■ **Task to complete**
Using the entries that follow, please report how many lines contain the word "edge", with no other words.

####

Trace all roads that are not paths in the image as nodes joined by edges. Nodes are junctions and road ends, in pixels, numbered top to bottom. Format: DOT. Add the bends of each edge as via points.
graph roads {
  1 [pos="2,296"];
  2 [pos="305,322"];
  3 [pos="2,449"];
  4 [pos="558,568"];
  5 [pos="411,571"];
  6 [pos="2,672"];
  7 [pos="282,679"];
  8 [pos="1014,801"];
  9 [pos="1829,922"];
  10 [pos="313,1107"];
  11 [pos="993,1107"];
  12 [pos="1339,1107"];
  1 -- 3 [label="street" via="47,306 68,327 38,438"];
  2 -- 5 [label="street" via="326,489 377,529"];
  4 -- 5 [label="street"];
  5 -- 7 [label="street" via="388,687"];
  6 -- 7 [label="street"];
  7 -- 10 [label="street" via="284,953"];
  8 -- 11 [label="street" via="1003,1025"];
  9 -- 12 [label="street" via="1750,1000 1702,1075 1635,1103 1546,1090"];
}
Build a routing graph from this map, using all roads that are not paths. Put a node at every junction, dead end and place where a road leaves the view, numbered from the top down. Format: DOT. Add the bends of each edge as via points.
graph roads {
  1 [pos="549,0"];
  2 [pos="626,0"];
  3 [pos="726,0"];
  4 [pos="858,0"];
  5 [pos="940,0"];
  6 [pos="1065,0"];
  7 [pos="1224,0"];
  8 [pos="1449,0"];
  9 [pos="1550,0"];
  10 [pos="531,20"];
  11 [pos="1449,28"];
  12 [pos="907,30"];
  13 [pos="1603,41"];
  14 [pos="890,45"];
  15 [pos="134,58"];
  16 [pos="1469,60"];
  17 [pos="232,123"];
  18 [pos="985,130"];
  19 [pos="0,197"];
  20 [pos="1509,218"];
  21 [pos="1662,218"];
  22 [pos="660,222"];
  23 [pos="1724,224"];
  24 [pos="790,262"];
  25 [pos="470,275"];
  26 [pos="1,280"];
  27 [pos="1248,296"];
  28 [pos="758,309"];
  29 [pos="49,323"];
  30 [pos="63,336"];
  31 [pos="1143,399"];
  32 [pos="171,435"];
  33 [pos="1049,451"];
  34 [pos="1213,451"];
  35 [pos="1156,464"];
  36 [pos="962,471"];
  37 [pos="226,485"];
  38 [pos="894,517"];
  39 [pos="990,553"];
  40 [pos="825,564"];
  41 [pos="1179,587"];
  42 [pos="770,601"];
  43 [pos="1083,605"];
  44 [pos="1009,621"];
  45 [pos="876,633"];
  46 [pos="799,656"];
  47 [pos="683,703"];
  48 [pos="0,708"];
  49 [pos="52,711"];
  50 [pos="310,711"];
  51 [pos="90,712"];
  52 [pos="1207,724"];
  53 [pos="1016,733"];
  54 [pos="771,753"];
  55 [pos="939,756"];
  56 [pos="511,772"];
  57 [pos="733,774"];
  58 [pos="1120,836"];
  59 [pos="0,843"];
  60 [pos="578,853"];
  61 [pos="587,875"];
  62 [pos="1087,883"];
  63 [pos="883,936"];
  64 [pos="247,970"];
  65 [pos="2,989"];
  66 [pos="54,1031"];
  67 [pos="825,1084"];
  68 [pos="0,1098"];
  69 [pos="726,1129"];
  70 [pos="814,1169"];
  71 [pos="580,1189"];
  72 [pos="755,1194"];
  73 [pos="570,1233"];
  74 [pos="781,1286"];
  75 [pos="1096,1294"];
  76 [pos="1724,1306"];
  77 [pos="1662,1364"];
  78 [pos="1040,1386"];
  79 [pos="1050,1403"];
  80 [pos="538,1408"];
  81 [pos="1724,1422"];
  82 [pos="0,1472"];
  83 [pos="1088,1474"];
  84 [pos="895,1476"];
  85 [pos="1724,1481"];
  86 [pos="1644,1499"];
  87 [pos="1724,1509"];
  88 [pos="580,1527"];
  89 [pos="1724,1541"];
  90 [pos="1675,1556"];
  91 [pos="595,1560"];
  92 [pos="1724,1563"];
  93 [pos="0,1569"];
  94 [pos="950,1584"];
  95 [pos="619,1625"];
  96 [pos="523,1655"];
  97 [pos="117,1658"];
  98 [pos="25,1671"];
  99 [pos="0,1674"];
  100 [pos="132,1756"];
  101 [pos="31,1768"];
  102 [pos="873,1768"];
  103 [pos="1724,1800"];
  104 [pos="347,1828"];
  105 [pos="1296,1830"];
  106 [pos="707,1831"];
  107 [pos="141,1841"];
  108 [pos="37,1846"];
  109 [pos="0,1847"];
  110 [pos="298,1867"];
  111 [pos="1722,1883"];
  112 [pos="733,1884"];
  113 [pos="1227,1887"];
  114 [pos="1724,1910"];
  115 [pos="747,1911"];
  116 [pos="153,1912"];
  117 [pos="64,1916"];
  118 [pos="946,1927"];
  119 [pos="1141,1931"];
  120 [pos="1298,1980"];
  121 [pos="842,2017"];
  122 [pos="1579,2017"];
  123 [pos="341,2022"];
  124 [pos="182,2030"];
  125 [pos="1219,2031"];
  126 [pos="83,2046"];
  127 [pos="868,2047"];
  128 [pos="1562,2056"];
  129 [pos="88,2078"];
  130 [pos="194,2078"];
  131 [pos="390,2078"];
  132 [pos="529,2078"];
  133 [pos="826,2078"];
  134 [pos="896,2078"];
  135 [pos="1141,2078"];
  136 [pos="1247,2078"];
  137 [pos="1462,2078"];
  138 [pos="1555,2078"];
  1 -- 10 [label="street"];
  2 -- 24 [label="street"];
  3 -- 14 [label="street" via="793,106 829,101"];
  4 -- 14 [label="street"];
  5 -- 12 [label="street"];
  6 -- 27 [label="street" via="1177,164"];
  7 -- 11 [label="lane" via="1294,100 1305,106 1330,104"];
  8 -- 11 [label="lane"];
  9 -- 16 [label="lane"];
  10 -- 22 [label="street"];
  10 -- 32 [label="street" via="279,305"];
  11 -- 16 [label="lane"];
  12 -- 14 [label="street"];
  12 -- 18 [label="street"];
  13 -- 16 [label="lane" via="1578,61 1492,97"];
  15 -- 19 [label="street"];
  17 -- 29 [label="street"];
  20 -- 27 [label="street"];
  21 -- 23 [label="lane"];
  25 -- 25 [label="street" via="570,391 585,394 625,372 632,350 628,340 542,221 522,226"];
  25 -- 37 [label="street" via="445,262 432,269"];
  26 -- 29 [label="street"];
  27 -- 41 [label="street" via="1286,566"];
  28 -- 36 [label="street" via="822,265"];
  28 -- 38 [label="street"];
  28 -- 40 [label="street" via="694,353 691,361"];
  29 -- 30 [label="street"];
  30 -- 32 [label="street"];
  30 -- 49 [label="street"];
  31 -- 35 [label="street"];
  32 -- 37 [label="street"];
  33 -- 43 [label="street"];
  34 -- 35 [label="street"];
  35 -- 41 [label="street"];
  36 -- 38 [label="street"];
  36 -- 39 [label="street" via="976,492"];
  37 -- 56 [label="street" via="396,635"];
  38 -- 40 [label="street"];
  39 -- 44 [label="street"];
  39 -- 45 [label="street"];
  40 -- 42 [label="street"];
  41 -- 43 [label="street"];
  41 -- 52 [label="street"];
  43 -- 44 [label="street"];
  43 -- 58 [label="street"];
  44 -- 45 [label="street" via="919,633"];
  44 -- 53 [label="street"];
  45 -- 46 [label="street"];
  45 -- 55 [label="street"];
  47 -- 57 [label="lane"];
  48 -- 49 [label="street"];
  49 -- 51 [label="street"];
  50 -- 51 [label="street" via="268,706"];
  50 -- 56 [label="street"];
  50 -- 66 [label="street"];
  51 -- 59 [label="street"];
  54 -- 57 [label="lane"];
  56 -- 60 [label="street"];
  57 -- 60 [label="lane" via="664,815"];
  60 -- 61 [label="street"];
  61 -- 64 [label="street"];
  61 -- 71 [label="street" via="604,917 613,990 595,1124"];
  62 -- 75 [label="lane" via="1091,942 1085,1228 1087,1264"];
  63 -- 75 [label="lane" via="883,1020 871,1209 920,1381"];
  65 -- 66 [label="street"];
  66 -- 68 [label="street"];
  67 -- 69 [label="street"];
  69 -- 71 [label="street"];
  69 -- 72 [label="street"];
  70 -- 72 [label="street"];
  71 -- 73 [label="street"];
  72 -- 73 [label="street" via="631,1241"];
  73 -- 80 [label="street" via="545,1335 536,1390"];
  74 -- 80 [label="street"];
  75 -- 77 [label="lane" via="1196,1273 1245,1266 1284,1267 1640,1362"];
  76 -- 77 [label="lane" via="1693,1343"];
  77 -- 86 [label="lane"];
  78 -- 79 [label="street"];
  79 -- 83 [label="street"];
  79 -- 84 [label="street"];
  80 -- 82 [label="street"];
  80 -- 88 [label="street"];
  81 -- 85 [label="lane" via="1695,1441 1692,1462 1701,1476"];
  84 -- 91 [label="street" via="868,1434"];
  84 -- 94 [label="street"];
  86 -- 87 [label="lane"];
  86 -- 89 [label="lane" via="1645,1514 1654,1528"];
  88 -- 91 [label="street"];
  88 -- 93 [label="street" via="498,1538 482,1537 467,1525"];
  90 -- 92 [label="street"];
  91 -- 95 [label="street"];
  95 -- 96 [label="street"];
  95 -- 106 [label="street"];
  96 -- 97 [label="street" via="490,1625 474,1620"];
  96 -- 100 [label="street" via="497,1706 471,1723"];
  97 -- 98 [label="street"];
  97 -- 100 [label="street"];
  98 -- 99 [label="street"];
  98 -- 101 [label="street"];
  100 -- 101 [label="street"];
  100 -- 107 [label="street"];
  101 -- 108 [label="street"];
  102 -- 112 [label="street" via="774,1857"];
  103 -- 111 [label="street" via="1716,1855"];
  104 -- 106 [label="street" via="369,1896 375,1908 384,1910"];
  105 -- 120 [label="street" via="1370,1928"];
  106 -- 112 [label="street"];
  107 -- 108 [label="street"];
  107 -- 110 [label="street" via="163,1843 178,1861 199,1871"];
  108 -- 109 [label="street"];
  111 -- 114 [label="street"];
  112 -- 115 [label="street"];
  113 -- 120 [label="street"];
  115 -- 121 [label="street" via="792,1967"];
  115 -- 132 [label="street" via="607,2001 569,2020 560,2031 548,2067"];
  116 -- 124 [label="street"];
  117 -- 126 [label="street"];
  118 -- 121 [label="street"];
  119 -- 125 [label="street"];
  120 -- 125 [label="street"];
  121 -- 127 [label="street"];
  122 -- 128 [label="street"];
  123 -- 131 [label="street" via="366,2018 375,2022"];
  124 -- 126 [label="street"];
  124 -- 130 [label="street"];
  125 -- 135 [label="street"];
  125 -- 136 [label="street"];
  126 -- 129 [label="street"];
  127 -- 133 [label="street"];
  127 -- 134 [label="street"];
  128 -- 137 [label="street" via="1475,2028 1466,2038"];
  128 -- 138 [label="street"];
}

####

■ **Task solution**
2